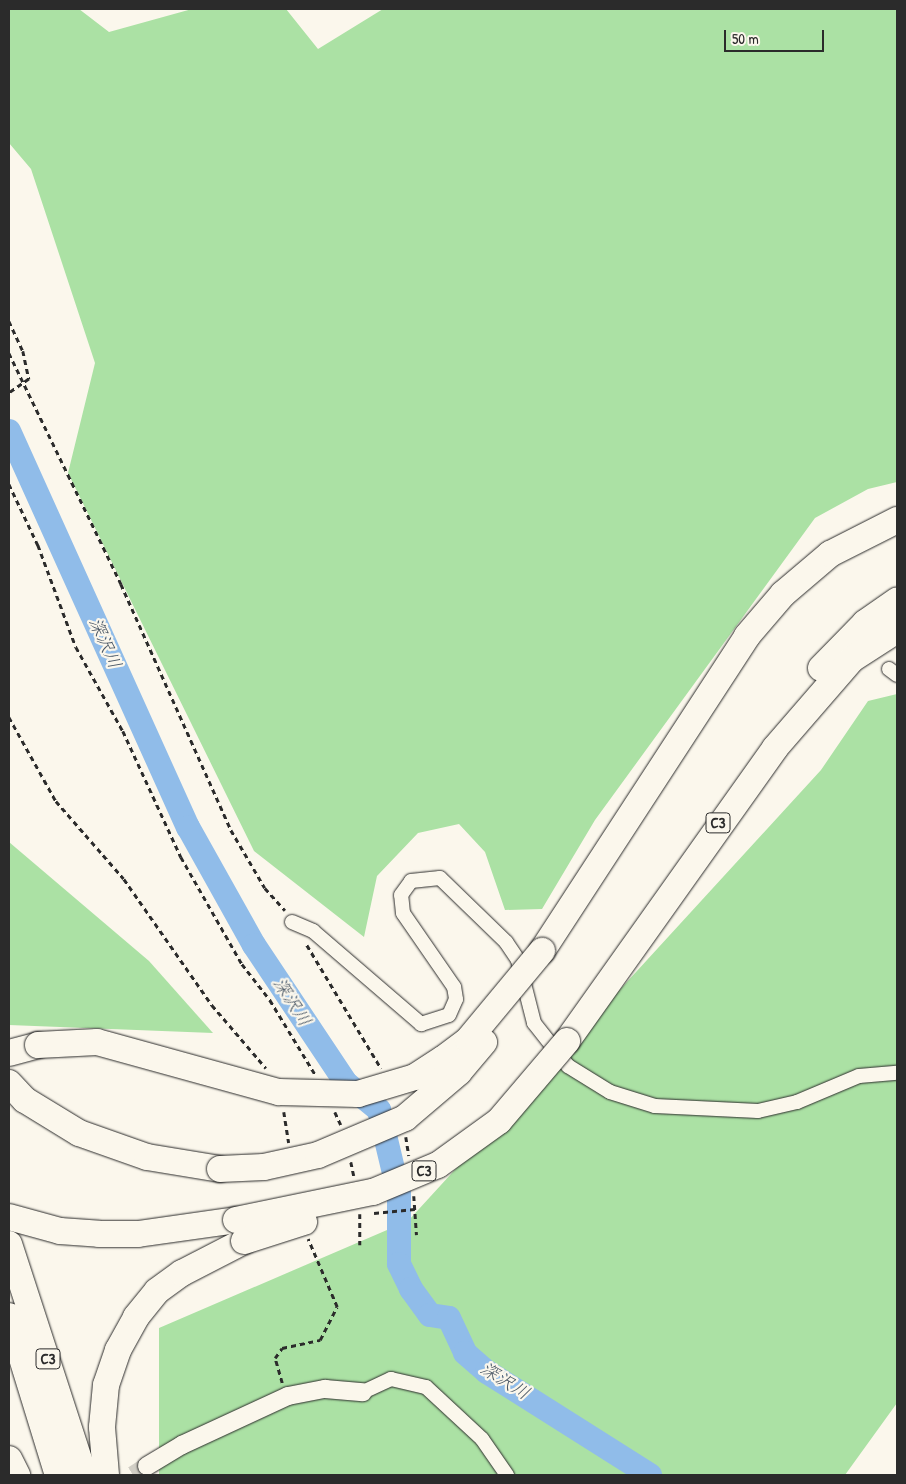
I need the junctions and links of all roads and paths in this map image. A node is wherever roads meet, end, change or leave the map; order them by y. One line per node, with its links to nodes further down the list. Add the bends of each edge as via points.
1 (9, 321): 3 (path, via 23,350 29,379)
2 (9, 352): 3 (path)
3 (24, 386): 4 (path); 10 (path, via 121,584 231,830 265,888)
4 (9, 393)
5 (9, 484): 14 (path, via 38,545 76,647 123,731 182,857 242,964 270,1000)
6 (897, 520): 11 (highway, via 830,554 783,594 747,636)
7 (897, 601): 9 (highway, C3, via 843,643 810,682 766,740)
8 (897, 630): 9 (highway, C3, via 852,659 820,692 731,806)
9 (655, 913): 21 (highway, C3, bridge, via 567,1041 499,1121 438,1165)
10 (292, 922): 13 (street, via 313,931 421,1024 449,1015 456,999 454,987 403,913 401,895 411,881 440,878 506,942 518,960 534,1023 568,1066 610,1092 655,1106 758,1111 797,1102 859,1076); 15 (path)
11 (542, 951): 12 (highway, bridge, via 468,1040 444,1059 415,1077 358,1094 328,1097 278,1092 97,1042 38,1045); 16 (highway, bridge, via 487,1039 458,1072 405,1118 318,1155 264,1167 220,1169 185,1165 105,1144 51,1117)
12 (9, 1053)
13 (897, 1073)
14 (317, 1078)
15 (384, 1078)
16 (9, 1083)
17 (332, 1106): 19 (path)
18 (405, 1134): 21 (path)
19 (344, 1135)
20 (349, 1151): 22 (path)
21 (409, 1175): 24 (path); 27 (highway, C3, bridge)
22 (354, 1178)
23 (359, 1205): 30 (path)
24 (414, 1209): 25 (path); 28 (path)
25 (367, 1214)
26 (20, 1221): 27 (highway, C3, via 60,1231 138,1234)
27 (240, 1231): 38 (highway, C3, via 157,1291 136,1317 118,1350 106,1386 102,1427)
28 (417, 1235)
29 (9, 1244): 37 (highway, C3)
30 (360, 1245)
31 (9, 1316): 36 (highway, C3)
32 (363, 1392): 34 (street, via 325,1389 288,1396 182,1445); 39 (street, via 390,1379 426,1387 482,1439)
33 (9, 1459): 35 (highway)
34 (147, 1466)
35 (17, 1475)
36 (58, 1475)
37 (84, 1475)
38 (106, 1475)
39 (507, 1475)

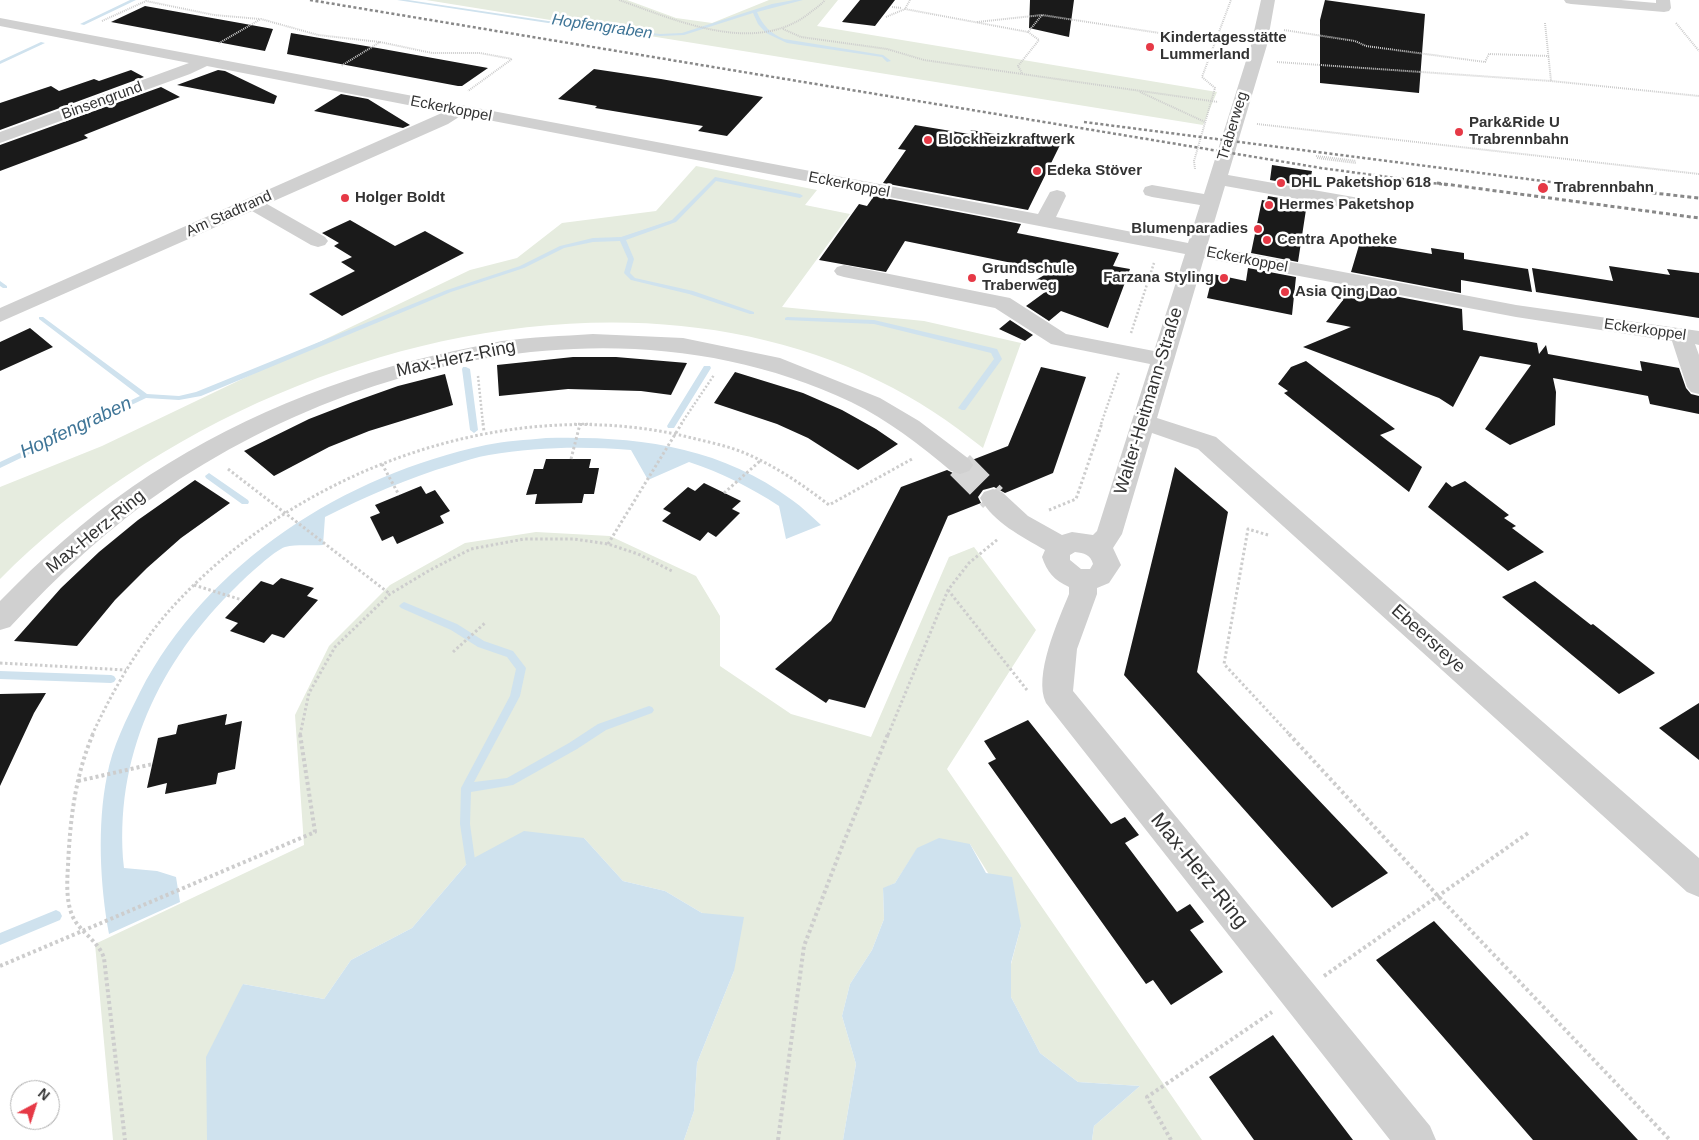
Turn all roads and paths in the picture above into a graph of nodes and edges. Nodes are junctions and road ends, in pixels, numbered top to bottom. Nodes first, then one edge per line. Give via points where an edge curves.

============================================================

Instructions for the task → Word for word, repeat the data above with the pictures left out.

Answer box →
I need the junctions and links of all roads and paths in this map image. A node is wherever roads meet, end, change or leave the map; order them by y. One line per node, with its links to nodes further down the list. Add the bends of each edge as via points.
1 (9, 321): 3 (path, via 23,350 29,379)
2 (9, 352): 3 (path)
3 (24, 386): 4 (path); 10 (path, via 121,584 231,830 265,888)
4 (9, 393)
5 (9, 484): 14 (path, via 38,545 76,647 123,731 182,857 242,964 270,1000)
6 (897, 520): 11 (highway, via 830,554 783,594 747,636)
7 (897, 601): 9 (highway, C3, via 843,643 810,682 766,740)
8 (897, 630): 9 (highway, C3, via 852,659 820,692 731,806)
9 (655, 913): 21 (highway, C3, bridge, via 567,1041 499,1121 438,1165)
10 (292, 922): 13 (street, via 313,931 421,1024 449,1015 456,999 454,987 403,913 401,895 411,881 440,878 506,942 518,960 534,1023 568,1066 610,1092 655,1106 758,1111 797,1102 859,1076); 15 (path)
11 (542, 951): 12 (highway, bridge, via 468,1040 444,1059 415,1077 358,1094 328,1097 278,1092 97,1042 38,1045); 16 (highway, bridge, via 487,1039 458,1072 405,1118 318,1155 264,1167 220,1169 185,1165 105,1144 51,1117)
12 (9, 1053)
13 (897, 1073)
14 (317, 1078)
15 (384, 1078)
16 (9, 1083)
17 (332, 1106): 19 (path)
18 (405, 1134): 21 (path)
19 (344, 1135)
20 (349, 1151): 22 (path)
21 (409, 1175): 24 (path); 27 (highway, C3, bridge)
22 (354, 1178)
23 (359, 1205): 30 (path)
24 (414, 1209): 25 (path); 28 (path)
25 (367, 1214)
26 (20, 1221): 27 (highway, C3, via 60,1231 138,1234)
27 (240, 1231): 38 (highway, C3, via 157,1291 136,1317 118,1350 106,1386 102,1427)
28 (417, 1235)
29 (9, 1244): 37 (highway, C3)
30 (360, 1245)
31 (9, 1316): 36 (highway, C3)
32 (363, 1392): 34 (street, via 325,1389 288,1396 182,1445); 39 (street, via 390,1379 426,1387 482,1439)
33 (9, 1459): 35 (highway)
34 (147, 1466)
35 (17, 1475)
36 (58, 1475)
37 (84, 1475)
38 (106, 1475)
39 (507, 1475)

Turn all roads and paths in the picture above into a graph of nodes and edges. Nodes are junctions and road ends, in pixels, numbered top to bottom. Nodes first, then one edge per line. Give via points where an edge curves.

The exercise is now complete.